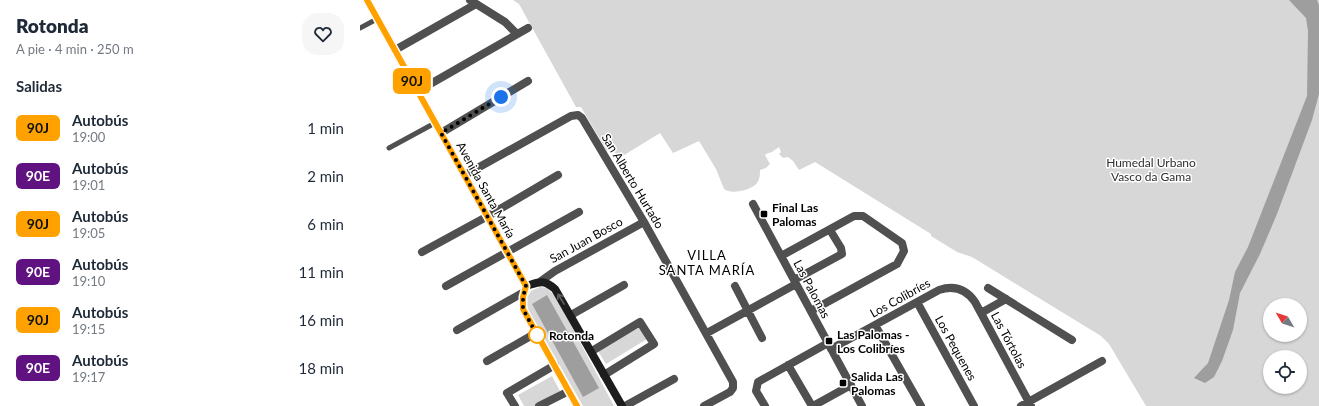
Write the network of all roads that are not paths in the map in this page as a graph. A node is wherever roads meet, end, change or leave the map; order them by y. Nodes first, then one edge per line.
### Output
1 (367, 0) edge
2 (473, 2) edge
3 (377, 19) junction
4 (360, 28) edge
5 (528, 28) dead end
6 (517, 34) junction
7 (395, 50) junction
8 (528, 81) dead end
9 (418, 91) junction
10 (435, 123) junction
11 (441, 133) junction
12 (389, 148) dead end
13 (465, 175) junction
14 (558, 175) dead end
15 (752, 204) dead end
16 (579, 212) dead end
17 (488, 216) junction
18 (644, 222) junction
19 (830, 230) junction
20 (422, 252) dead end
21 (507, 252) junction
22 (781, 256) junction
23 (541, 281) junction
24 (795, 282) junction
25 (624, 285) dead end
26 (446, 286) dead end
27 (735, 286) dead end
28 (988, 288) dead end
29 (525, 289) junction
30 (961, 290) joint
31 (1006, 299) junction
32 (917, 302) junction
33 (748, 311) junction
34 (811, 311) junction
35 (981, 313) junction
36 (571, 315) junction
37 (875, 325) junction
38 (458, 330) dead end
39 (536, 333) junction
40 (707, 333) junction
41 (762, 338) dead end
42 (1072, 340) dead end
43 (830, 346) junction
44 (592, 351) junction
45 (487, 361) dead end
46 (1102, 361) dead end
47 (788, 365) junction
48 (555, 366) junction
49 (604, 375) junction
50 (674, 379) dead end
51 (851, 385) junction
52 (568, 391) junction
53 (1027, 405) edge
54 (515, 406) edge
55 (539, 406) edge
56 (577, 406) edge
57 (624, 406) edge
58 (704, 406) edge
59 (765, 406) edge
60 (812, 406) edge
61 (862, 406) edge
62 (921, 406) edge
63 (974, 406) edge

1 - 3 street, Avenida Santa María
2 - 6 street
2 - 7 street
3 - 4 lane
3 - 7 street, Avenida Santa María
5 - 6 street
6 - 9 street
7 - 9 street, Avenida Santa María
8 - 11 street
9 - 10 street, Avenida Santa María
10 - 11 street, Avenida Santa María
10 - 12 lane
11 - 13 street, Avenida Santa María
13 - 17 street, Avenida Santa María
13 - 18 street, San Alberto Hurtado
14 - 17 street
15 - 22 street, Las Palomas
16 - 21 street
17 - 20 street
17 - 21 street, Avenida Santa María
18 - 23 street, San Juan Bosco
18 - 40 street, San Alberto Hurtado
19 - 22 street
19 - 24 street
19 - 34 street
21 - 26 street
21 - 29 street, Avenida Santa María
22 - 24 street, Las Palomas
23 - 29 street
36 -> 23 street
24 - 33 street
24 - 34 street, Las Palomas
25 - 36 street
27 - 33 street
28 - 31 street
29 - 38 street
29 - 39 street
30 - 32 street, Los Colibríes
30 - 35 street, Las Tórtolas
31 - 35 street
31 - 42 street
32 - 37 street, Los Colibríes
32 - 63 street, Los Pequenes
33 - 40 street
33 - 41 street
34 - 43 street, Las Palomas
35 - 53 street, Las Tórtolas
36 - 44 street
37 - 43 street, Los Colibríes
37 - 62 street
39 - 45 street
39 - 48 street
40 - 58 street, San Alberto Hurtado
43 - 47 street, Los Colibríes
43 - 51 street, Las Palomas
44 - 49 street
44 - 49 street
46 - 53 street
47 - 59 street, Los Colibríes
47 - 60 street
48 - 52 street
48 - 54 street
49 - 57 street
50 - 57 street
51 - 60 street
51 - 61 street, Las Palomas
52 - 55 street
52 - 56 street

> [WORK INSTRUCTION]
Find the word "María" in the data and show each line that holds it.

> [RESPONSE BOX]
1 - 3 street, Avenida Santa María
3 - 7 street, Avenida Santa María
7 - 9 street, Avenida Santa María
9 - 10 street, Avenida Santa María
10 - 11 street, Avenida Santa María
11 - 13 street, Avenida Santa María
13 - 17 street, Avenida Santa María
17 - 21 street, Avenida Santa María
21 - 29 street, Avenida Santa María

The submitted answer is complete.